THE INPUT Start Marker
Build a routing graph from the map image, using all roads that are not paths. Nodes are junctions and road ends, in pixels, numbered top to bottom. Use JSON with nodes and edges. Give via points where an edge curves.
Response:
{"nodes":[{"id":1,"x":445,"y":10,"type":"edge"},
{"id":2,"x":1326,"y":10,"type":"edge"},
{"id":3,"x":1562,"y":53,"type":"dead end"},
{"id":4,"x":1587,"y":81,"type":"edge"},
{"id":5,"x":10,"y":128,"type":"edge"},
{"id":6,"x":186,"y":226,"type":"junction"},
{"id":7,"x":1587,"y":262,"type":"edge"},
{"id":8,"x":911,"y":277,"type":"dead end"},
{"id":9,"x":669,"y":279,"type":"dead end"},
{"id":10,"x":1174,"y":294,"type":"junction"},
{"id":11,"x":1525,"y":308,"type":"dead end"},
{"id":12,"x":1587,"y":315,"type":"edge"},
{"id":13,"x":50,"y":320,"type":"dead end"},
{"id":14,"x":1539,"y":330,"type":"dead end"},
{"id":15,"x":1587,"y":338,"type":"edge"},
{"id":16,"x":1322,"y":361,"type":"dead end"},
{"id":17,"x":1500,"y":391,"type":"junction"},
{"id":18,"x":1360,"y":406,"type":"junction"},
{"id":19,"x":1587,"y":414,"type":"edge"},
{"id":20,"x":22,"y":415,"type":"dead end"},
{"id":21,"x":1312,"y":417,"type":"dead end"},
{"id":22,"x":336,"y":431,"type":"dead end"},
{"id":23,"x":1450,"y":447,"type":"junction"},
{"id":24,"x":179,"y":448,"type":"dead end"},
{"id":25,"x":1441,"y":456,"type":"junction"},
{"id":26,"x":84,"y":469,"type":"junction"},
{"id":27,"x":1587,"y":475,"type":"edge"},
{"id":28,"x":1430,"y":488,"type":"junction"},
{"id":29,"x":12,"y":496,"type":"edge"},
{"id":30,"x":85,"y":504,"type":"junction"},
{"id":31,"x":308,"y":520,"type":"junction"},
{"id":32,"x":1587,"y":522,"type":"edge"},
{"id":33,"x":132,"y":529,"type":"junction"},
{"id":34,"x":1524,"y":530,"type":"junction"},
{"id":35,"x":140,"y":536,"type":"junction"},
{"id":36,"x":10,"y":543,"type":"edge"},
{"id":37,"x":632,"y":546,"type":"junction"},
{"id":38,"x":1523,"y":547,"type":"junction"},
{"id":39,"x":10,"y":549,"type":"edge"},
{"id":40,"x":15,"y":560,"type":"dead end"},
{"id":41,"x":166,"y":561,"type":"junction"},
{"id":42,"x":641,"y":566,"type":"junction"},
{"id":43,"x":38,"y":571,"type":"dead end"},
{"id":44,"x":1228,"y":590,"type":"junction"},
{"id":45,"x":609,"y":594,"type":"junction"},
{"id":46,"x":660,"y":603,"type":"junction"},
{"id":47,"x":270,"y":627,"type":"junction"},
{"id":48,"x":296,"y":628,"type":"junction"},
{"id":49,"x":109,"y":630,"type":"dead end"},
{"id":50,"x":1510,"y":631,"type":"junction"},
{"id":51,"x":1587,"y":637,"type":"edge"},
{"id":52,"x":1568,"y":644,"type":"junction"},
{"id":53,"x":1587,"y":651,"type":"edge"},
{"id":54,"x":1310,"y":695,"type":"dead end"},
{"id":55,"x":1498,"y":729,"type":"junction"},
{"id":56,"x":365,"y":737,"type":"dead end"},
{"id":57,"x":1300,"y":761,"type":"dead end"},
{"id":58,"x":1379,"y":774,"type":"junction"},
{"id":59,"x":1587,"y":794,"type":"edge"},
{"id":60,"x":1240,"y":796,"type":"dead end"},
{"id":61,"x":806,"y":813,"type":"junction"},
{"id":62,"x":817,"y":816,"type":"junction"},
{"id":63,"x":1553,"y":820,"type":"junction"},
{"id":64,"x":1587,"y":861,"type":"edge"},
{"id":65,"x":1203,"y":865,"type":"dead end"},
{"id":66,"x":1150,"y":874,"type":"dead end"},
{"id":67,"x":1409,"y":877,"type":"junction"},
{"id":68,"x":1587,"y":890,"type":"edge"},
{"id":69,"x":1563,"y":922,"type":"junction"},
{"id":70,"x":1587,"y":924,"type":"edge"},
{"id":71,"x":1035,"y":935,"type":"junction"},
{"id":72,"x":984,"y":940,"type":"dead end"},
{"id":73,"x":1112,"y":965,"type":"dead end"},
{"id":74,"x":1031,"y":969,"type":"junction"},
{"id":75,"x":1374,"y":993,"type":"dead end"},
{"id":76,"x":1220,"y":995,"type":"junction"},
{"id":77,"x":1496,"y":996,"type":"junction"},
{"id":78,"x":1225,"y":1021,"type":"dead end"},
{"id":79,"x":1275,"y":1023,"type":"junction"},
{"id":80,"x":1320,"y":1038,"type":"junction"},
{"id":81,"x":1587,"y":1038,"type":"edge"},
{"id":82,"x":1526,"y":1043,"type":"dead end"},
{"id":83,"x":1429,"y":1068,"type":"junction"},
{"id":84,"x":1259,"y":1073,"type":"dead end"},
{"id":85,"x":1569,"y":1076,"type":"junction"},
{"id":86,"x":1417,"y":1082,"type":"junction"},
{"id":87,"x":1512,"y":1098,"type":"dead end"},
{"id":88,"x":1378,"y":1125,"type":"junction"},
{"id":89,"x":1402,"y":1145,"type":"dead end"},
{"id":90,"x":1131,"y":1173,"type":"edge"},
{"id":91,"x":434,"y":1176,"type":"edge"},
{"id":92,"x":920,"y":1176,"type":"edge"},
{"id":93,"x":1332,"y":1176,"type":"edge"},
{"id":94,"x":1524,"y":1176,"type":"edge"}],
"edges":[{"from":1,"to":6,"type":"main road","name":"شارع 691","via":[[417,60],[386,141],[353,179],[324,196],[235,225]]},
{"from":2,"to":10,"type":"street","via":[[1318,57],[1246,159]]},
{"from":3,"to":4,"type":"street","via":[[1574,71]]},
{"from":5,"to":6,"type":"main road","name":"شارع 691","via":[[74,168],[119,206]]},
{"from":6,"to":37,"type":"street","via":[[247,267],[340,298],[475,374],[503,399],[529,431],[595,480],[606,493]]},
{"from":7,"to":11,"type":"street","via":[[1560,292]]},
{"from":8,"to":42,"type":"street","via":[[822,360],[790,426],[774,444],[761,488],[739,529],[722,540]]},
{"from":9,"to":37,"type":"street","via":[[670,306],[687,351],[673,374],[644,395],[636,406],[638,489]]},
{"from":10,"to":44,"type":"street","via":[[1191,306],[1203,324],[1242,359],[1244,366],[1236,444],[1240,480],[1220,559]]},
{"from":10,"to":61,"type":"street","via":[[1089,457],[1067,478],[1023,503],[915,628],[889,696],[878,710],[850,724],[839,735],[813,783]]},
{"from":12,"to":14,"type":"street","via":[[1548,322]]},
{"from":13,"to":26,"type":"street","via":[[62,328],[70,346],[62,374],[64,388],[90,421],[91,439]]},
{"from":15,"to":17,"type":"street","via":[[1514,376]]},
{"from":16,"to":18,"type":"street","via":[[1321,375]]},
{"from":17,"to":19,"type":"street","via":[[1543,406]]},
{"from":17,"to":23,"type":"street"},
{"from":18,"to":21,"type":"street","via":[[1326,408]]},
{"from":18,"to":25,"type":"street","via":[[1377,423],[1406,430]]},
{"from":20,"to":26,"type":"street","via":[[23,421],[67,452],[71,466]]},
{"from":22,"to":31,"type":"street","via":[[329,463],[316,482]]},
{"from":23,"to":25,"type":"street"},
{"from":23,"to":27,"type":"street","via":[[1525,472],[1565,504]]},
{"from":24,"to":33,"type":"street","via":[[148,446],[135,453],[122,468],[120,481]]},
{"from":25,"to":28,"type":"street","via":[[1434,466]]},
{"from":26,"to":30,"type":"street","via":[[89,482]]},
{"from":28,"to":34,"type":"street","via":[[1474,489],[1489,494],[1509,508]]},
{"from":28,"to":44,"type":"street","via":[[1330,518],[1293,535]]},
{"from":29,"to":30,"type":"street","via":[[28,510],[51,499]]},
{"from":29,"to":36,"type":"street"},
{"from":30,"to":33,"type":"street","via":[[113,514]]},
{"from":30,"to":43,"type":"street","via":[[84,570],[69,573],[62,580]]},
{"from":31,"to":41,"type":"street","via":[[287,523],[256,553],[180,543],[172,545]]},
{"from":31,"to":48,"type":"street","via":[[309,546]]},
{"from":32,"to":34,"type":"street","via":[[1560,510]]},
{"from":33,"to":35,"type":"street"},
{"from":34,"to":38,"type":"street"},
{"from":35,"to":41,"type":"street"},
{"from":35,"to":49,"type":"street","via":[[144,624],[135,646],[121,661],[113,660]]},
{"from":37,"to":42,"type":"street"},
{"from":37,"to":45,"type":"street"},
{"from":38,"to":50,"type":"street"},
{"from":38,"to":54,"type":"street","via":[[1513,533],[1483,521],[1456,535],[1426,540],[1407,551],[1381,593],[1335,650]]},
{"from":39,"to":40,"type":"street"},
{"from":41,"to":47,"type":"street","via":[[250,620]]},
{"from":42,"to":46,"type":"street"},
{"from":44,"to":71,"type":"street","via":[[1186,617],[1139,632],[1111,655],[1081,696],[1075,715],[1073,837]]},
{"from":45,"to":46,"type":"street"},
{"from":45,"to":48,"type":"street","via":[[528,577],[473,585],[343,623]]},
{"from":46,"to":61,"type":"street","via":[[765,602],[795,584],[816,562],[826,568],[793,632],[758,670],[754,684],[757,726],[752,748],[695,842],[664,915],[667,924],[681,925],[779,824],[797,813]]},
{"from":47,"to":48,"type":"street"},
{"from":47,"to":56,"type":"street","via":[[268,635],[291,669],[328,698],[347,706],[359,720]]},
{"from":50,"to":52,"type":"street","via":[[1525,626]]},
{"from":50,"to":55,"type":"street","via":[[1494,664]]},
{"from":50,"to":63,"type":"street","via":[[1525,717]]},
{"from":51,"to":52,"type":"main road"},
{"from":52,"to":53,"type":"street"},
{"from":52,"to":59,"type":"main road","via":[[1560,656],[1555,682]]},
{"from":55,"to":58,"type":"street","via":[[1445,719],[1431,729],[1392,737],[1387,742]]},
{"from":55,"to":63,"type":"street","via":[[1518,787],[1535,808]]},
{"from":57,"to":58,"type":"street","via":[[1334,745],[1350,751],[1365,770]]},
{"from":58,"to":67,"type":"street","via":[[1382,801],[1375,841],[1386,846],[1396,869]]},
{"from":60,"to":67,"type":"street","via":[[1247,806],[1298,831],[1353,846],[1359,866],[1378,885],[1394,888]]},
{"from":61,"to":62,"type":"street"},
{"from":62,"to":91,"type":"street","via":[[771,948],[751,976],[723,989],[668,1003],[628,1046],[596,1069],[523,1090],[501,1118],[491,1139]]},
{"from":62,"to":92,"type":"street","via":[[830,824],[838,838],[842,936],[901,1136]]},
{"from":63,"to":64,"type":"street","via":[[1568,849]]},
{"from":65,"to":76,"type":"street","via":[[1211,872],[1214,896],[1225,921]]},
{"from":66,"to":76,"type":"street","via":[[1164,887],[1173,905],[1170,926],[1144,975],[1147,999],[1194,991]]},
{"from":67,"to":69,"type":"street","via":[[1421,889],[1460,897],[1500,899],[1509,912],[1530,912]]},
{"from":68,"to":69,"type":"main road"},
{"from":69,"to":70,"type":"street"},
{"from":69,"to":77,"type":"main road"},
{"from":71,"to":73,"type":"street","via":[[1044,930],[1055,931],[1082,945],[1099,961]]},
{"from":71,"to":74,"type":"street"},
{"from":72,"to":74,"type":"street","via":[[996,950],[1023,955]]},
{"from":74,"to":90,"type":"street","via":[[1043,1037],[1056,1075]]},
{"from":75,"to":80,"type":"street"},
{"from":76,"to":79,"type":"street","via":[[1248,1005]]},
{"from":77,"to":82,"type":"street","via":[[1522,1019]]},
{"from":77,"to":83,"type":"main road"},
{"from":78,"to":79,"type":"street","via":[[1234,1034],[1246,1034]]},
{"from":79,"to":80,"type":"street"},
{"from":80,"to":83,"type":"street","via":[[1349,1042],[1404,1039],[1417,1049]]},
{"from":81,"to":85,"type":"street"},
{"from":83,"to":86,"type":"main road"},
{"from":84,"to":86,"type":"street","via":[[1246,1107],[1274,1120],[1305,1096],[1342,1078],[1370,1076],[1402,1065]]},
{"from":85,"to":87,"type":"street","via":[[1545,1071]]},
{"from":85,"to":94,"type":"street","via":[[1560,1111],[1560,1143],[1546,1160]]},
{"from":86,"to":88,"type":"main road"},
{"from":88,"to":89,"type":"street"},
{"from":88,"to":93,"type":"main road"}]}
THE INPUT End Marker
WHAT IS REQUIRED: Gather each line in the entries above where the string "road" is found.

WRITTEN RESPONSE:
Build a routing graph from the map image, using all roads that are not paths. Nodes are junctions and road ends, in pixels, numbered top to bottom. Use JSON with nodes and edges. Give via points where an edge curves.
"edges":[{"from":1,"to":6,"type":"main road","name":"شارع 691","via":[[417,60],[386,141],[353,179],[324,196],[235,225]]},
{"from":5,"to":6,"type":"main road","name":"شارع 691","via":[[74,168],[119,206]]},
{"from":51,"to":52,"type":"main road"},
{"from":52,"to":59,"type":"main road","via":[[1560,656],[1555,682]]},
{"from":68,"to":69,"type":"main road"},
{"from":69,"to":77,"type":"main road"},
{"from":77,"to":83,"type":"main road"},
{"from":83,"to":86,"type":"main road"},
{"from":86,"to":88,"type":"main road"},
{"from":88,"to":93,"type":"main road"}]}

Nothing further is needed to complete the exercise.